There exists a one-to-one correspondence (a bijection) from the unique permutations of this list to all the possible interleavings of the two strings arr1 and arr2. The idea is to let each value of the permutation specify which string to take the next character from. Here is an example implementation showing how to construct an interleaving from a permutation:

>>> def make_interleave(arr1, arr2, permutation):
...     iters = [iter(arr1), iter(arr2)]
...     return "".join(iters[i].next() for i in permutation)
... 
>>> make_interleave("ab", "cde", [1, 0, 0, 1, 1])
'cabde'

I found this question in the python mailing list which asks how to solve this problem in an efficient manner. The answers suggest using an algorithm which is described in Knuth's The Art of Computer Programming, Volume 4, Fascicle 2: Generating All Permutations. I found an online pdf of the draft here. The algorithm is also described in this wikipedia article.

Here's my own annotated implementation of the next_permutation algorithm, as a python generator function.

def unique_permutations(seq):
    """
    Yield only unique permutations of seq in an efficient way.

    A python implementation of Knuth's "Algorithm L", also known from the 
    std::next_permutation function of C++, and as the permutation algorithm 
    of Narayana Pandita.
    """

    # Precalculate the indices we'll be iterating over for speed
    i_indices = list(range(len(seq) - 1, -1, -1))
    k_indices = i_indices[1:]

    # The algorithm specifies to start with a sorted version
    seq = sorted(seq)

    while True:
        yield seq

        # Working backwards from the last-but-one index,           k
        # we find the index of the first decrease in value.  0 0 1 0 1 1 1 0
        for k in k_indices:
            if seq[k] < seq[k + 1]:
                break
        else:
            # Introducing the slightly unknown python for-else syntax:
            # else is executed only if the break statement was never reached.
            # If this is the case, seq is weakly decreasing, and we're done.
            return

        # Get item from sequence only once, for speed
        k_val = seq[k]

        # Working backwards starting with the last item,           k     i
        # find the first one greater than the one at k       0 0 1 0 1 1 1 0
        for i in i_indices:
            if k_val < seq[i]:
                break

        # Swap them in the most efficient way
        (seq[k], seq[i]) = (seq[i], seq[k])                #       k     i
                                                           # 0 0 1 1 1 1 0 0

        # Reverse the part after but not                           k
        # including k, also efficiently.                     0 0 1 1 0 0 1 1
        seq[k + 1:] = seq[-1:k:-1]

Each yield of the algorithm has an amortized complexity of O(1), according to this question, but according to rici who commented below, this is only the case if all numbers are unique, which they are definately not in this case.

In any case, the number of yields provides a lower bound for the time complexity, and it is given by

(A + B)! / (A! * B!)

Then to find the real time complexity we need to sum the average complexity of each yield with the complexity of constructing the resulting string based on the permutation.

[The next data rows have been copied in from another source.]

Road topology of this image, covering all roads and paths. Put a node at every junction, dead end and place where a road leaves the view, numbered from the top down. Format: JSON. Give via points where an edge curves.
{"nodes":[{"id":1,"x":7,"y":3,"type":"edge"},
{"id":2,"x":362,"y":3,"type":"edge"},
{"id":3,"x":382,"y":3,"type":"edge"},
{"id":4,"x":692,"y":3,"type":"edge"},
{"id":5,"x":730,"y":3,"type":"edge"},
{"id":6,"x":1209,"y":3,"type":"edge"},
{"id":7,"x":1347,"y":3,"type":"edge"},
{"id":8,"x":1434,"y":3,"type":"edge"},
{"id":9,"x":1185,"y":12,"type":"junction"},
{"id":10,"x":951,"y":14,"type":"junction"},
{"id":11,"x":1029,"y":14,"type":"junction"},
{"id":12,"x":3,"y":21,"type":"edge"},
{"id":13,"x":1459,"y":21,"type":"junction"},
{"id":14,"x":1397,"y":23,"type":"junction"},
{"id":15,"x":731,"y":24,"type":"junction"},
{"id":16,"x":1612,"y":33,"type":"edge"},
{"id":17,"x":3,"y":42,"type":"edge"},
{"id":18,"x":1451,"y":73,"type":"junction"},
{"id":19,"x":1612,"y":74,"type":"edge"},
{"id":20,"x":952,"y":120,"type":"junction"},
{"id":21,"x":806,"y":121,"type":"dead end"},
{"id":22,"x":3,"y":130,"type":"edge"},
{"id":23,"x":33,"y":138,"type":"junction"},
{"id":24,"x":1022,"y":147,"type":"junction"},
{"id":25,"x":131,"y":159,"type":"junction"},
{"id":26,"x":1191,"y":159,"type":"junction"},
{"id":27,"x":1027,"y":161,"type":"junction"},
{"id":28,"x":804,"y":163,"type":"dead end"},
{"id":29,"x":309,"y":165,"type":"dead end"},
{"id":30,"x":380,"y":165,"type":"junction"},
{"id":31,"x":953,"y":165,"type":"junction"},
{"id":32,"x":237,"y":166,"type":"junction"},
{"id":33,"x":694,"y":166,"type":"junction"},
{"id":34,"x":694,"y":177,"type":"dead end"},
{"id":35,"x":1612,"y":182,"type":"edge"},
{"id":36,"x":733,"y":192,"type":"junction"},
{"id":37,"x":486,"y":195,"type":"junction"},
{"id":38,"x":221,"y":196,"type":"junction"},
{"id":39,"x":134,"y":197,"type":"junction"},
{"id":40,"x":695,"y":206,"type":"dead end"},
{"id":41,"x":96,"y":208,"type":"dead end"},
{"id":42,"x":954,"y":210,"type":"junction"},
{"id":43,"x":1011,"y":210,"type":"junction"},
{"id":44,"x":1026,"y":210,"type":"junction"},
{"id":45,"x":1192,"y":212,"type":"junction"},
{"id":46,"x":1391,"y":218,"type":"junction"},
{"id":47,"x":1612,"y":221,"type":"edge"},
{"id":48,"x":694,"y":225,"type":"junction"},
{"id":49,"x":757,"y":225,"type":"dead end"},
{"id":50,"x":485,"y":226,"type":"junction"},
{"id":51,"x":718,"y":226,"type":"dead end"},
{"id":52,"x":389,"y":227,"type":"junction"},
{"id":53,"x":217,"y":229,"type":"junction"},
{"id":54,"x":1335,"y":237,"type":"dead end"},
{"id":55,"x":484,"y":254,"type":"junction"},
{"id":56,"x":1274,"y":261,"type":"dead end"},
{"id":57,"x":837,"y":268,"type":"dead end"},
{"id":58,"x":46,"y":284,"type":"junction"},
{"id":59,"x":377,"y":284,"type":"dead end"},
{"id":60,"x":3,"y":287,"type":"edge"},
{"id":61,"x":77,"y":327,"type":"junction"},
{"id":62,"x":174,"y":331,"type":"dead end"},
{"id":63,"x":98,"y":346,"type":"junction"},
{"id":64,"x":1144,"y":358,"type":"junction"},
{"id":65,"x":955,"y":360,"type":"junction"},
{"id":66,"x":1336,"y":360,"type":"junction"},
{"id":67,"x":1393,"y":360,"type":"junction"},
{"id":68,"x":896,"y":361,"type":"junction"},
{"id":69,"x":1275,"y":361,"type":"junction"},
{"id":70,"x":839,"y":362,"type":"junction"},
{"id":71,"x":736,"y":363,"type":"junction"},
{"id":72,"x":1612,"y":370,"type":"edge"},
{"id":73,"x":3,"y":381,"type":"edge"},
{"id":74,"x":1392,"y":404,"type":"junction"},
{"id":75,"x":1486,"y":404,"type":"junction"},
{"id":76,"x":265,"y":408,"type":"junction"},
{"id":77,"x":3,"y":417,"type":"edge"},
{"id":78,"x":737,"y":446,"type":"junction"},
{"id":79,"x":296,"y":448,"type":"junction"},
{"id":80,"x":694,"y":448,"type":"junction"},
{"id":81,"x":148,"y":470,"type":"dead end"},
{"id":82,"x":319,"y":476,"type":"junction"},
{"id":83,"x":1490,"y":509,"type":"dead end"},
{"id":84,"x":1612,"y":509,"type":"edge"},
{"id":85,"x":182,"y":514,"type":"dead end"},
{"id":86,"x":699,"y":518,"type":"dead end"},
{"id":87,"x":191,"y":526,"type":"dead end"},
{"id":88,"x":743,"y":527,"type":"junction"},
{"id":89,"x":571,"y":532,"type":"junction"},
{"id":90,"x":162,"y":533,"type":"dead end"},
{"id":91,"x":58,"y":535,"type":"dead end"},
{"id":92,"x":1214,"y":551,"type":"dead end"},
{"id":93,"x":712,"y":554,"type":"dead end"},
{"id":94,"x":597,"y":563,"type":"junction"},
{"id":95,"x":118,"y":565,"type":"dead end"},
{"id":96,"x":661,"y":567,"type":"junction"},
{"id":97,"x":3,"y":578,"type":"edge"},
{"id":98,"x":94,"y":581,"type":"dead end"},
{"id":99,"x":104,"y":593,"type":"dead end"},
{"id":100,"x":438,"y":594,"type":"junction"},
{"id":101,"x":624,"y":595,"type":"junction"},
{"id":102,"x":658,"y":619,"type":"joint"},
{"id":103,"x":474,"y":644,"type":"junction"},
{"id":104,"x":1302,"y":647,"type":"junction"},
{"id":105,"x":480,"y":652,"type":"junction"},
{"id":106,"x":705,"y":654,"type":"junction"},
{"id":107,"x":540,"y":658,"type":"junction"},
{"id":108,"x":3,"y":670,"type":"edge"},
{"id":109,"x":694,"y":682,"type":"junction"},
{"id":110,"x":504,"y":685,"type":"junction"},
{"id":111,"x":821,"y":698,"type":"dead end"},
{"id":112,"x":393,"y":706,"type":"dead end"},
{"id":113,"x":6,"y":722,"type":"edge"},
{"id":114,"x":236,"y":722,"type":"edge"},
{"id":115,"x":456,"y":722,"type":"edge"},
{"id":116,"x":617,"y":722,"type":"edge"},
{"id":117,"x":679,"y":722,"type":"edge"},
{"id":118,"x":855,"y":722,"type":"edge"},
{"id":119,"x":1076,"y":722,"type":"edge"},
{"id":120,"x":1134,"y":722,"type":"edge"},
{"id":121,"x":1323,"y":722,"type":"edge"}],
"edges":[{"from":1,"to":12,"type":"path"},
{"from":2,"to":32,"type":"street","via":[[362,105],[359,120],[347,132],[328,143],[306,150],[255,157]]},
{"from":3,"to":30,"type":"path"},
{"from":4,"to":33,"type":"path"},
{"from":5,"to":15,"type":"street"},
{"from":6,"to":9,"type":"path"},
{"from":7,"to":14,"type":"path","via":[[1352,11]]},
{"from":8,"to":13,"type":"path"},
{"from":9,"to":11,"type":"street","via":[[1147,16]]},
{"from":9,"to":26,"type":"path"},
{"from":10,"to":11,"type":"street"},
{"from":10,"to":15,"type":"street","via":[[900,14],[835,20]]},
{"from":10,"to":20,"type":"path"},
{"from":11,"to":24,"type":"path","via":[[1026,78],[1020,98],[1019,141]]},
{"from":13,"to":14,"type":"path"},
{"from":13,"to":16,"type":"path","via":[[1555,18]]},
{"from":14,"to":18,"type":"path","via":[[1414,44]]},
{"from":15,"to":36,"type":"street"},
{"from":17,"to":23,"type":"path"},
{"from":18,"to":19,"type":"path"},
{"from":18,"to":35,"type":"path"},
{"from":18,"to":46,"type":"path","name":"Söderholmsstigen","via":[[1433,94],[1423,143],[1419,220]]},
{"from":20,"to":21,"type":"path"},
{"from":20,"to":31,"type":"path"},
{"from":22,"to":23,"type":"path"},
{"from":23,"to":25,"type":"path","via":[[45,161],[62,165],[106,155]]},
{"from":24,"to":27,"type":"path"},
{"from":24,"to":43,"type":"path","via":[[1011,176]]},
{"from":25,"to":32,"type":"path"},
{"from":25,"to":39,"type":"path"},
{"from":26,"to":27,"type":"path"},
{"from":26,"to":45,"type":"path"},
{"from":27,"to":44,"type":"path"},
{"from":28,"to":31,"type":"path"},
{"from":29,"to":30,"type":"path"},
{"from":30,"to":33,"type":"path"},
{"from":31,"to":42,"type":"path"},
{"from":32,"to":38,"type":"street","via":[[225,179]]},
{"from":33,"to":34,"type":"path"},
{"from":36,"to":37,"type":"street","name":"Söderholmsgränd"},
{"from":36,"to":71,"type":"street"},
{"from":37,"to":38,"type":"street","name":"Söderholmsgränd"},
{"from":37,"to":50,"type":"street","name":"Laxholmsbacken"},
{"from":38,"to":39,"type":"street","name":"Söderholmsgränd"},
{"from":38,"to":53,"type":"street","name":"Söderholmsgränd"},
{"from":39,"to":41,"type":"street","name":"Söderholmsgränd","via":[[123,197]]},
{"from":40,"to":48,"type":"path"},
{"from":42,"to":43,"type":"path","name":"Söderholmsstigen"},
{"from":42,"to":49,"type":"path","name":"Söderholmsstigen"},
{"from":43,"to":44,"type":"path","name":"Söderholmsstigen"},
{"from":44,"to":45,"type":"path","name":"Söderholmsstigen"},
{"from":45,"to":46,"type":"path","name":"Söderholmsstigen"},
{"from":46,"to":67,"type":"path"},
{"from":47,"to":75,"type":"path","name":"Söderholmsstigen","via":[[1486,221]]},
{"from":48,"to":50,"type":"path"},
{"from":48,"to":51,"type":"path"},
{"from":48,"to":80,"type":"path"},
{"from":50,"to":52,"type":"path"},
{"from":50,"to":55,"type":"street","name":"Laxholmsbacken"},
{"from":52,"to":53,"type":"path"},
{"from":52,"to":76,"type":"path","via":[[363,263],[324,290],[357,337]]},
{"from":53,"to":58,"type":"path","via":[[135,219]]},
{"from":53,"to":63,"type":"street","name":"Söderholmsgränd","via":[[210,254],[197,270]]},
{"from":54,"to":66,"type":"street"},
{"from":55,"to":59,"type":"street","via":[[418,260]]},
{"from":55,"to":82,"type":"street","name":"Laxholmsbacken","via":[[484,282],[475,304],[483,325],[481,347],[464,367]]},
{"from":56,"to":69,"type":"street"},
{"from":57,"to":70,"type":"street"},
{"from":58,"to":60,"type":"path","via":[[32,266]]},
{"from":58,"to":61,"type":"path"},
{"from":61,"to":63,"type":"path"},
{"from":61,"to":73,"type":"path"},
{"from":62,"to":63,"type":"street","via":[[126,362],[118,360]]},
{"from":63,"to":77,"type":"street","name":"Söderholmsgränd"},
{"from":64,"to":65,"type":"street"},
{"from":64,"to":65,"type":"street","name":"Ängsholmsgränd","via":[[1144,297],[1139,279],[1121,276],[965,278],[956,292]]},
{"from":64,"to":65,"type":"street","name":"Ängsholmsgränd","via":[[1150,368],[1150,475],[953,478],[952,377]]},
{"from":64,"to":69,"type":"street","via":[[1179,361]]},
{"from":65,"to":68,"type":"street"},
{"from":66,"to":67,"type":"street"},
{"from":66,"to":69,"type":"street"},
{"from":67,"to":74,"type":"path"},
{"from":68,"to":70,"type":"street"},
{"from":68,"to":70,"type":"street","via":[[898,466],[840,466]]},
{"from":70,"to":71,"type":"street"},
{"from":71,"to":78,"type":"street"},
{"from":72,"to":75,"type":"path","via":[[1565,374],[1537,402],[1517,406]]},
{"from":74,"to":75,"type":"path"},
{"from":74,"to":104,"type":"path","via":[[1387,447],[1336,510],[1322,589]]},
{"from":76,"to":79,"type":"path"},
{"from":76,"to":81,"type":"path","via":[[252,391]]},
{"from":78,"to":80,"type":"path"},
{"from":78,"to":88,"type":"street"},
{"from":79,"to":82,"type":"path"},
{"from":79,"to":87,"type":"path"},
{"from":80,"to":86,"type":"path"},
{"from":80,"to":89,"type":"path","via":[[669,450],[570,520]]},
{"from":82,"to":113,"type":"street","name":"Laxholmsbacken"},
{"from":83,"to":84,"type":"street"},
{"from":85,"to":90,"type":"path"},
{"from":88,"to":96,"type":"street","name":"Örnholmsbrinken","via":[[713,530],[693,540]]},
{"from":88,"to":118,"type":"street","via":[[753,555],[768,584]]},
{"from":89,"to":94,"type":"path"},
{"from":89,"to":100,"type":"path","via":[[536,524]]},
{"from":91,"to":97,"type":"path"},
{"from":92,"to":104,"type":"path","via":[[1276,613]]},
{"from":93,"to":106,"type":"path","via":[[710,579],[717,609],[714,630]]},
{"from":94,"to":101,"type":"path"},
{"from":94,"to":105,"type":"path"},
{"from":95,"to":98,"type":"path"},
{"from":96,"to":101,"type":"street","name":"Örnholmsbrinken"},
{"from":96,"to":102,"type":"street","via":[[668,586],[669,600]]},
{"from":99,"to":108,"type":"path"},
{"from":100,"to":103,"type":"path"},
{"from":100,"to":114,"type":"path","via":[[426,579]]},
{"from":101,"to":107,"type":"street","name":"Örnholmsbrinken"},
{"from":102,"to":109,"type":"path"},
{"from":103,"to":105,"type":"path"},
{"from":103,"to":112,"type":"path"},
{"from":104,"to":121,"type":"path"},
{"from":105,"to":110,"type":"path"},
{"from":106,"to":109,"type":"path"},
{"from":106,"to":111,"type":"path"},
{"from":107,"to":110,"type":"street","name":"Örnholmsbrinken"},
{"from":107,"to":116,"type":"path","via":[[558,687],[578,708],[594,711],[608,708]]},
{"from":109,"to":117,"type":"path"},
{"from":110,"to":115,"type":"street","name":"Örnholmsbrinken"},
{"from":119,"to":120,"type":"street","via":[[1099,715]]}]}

If we multiply this sum with the above formula we get the total time complexity.

Solution 2:

okay, after some work, and usign advice from other answers. mainly lazyr. (and have now converted it into a class) the __all_perms is from: https://stackoverflow.com/a/104436/1561176

class Interleave():

    def __init__(self, A, B):
        self.A = A
        self.B = B
        self.results = list(self.__interleave())

    # from https://stackoverflow.com/a/104436/1561176
    def __all_perms(self, elements):
        if len(elements) <=1:
            yield elements
        else:
            for perm in self.__all_perms(elements[1:]):
                for i in range(len(elements)):
                    #nb elements[0:1] works in both string and list contexts
                    yield perm[:i] + elements[0:1] + perm[i:]

    def __sequences(self):
        return list( sorted( set(
            ["".join(x) for x in self.__all_perms(['a'] * len(self.A) + ['b'] * len(self.B))] ) ) )

    def __interleave(self):
        for sequence in self.__sequences():
            result = ""
            a = 0
            b = 0
            for item in sequence:
                if item == 'a':
                    result+=self.A[a]
                    a+=1
                else:
                    result+=self.B[b]
                    b+=1
            yield result

    def __str__(self):
        return str(self.results)

    def __repr__(self):
        return repr(self.results)

and here is the usage:

>>> A = ['a', 'b', 'c']
>>> B = ['d', 'e', 'f']
>>> Interleave(A, B)
['abcdef', 'abdcef', 'abdecf', 'abdefc', 'adbcef', 'adbecf', 'adbefc', 'adebcf', 'adebfc', 'adefbc', 'dabcef', 'dabecf', 'dabefc', 'daebcf', 'daebfc', 'daefbc', 'deabcf', 'deabfc', 'deafbc', 'defabc']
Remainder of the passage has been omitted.